Your answer must be an exact copy of the data below, minus any pictures.

**GIVEN MATERIAL**
____

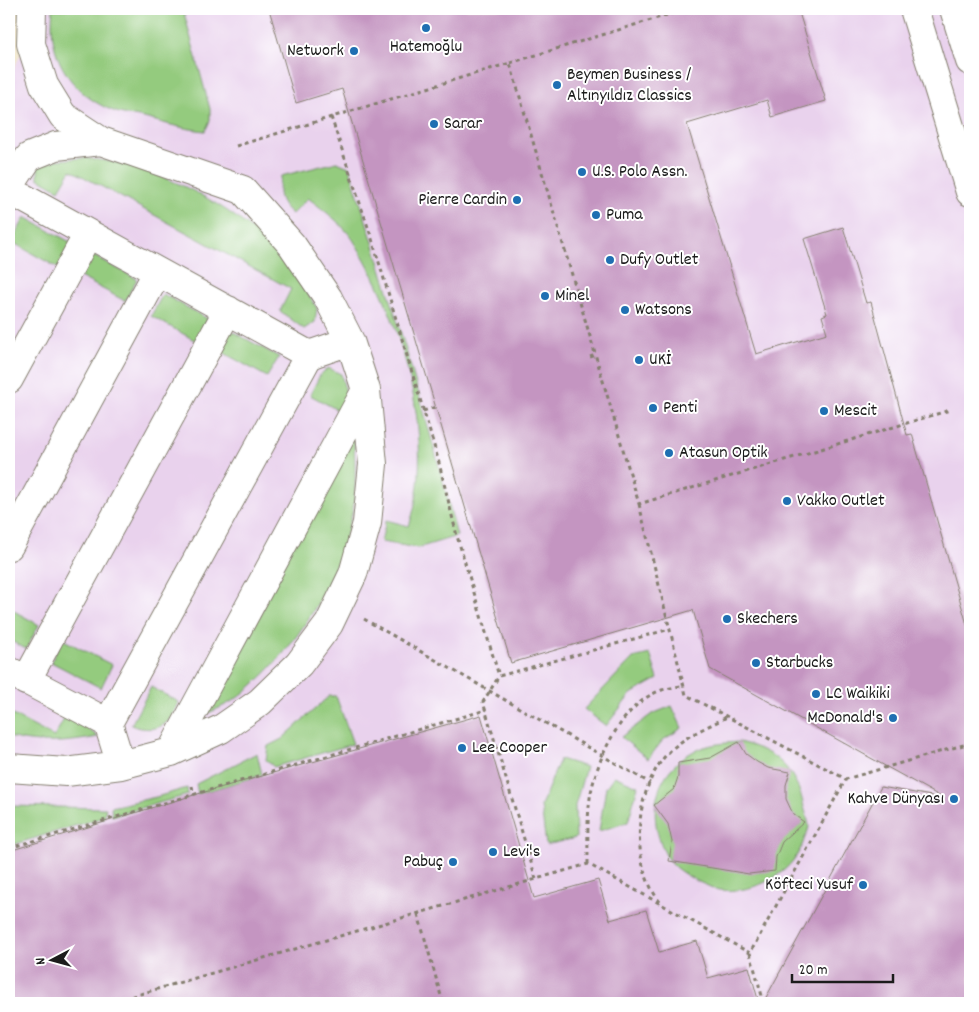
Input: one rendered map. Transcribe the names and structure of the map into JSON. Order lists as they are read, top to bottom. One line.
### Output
{"places":["Hatemoğlu","Network","Beymen Business / Altınyıldız Classics","Sarar","U.S. Polo Assn.","Pierre Cardin","Puma","Dufy Outlet","Minel","Watsons","UKİ","Penti","Mescit","Atasun Optik","Vakko Outlet","Skechers","Starbucks","LC Waikiki","McDonald's","Lee Cooper","Kahve Dünyası","Levi's","Pabuç","Köfteci Yusuf"],"scale_bar":"20 m","north":"left"}
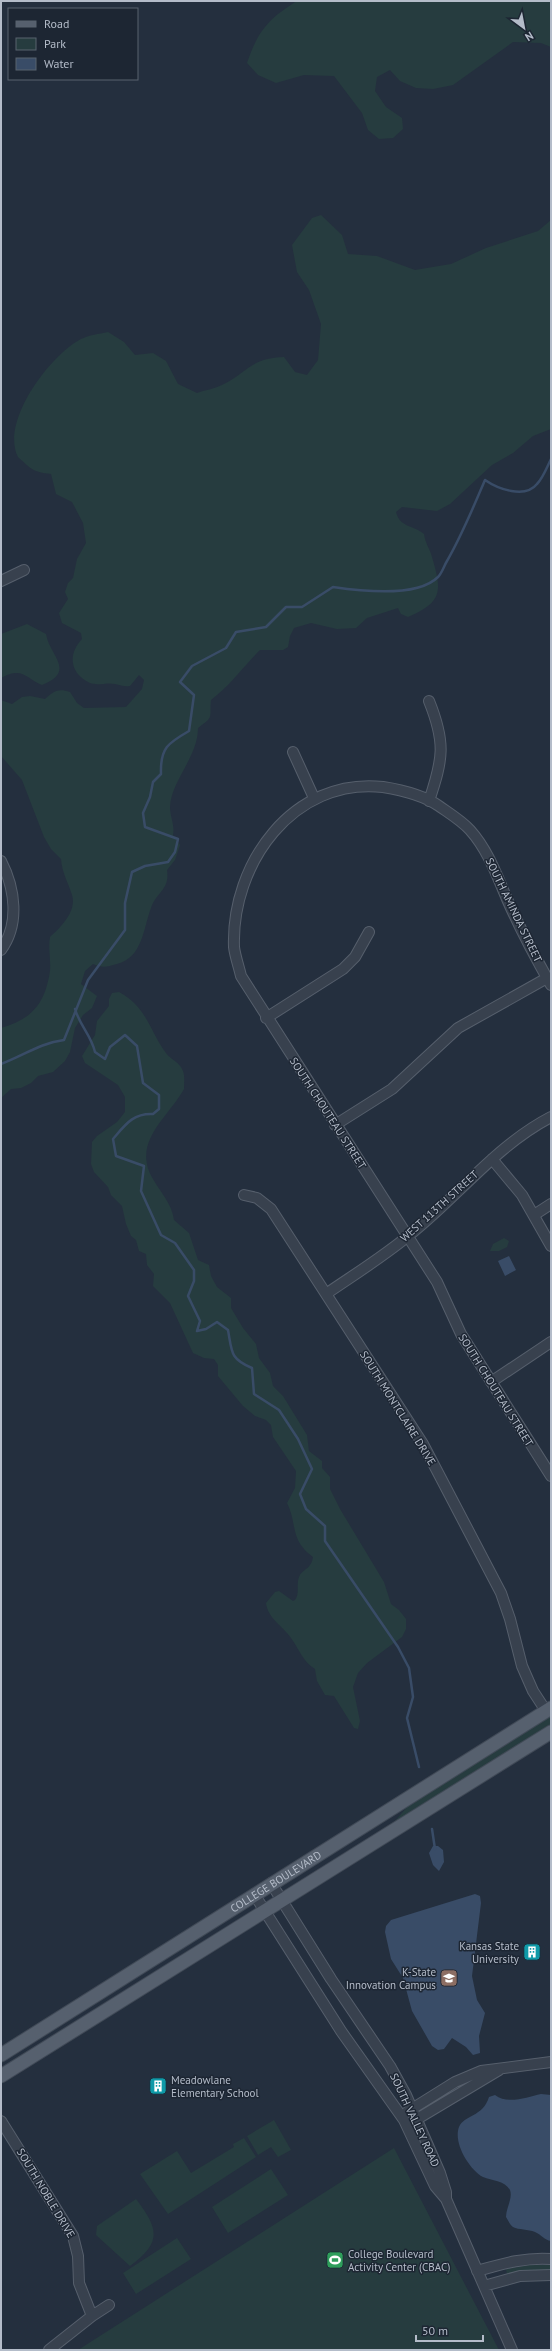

____

**REPLY**
Input: one rendered map. Transcribe the names and structure of the map into JSON. Order lists as they are read, top to bottom. One line.
### Output
{"places":["Hatemoğlu","Network","Beymen Business / Altınyıldız Classics","Sarar","U.S. Polo Assn.","Pierre Cardin","Puma","Dufy Outlet","Minel","Watsons","UKİ","Penti","Mescit","Atasun Optik","Vakko Outlet","Skechers","Starbucks","LC Waikiki","McDonald's","Lee Cooper","Kahve Dünyası","Levi's","Pabuç","Köfteci Yusuf"],"scale_bar":"20 m","north":"left"}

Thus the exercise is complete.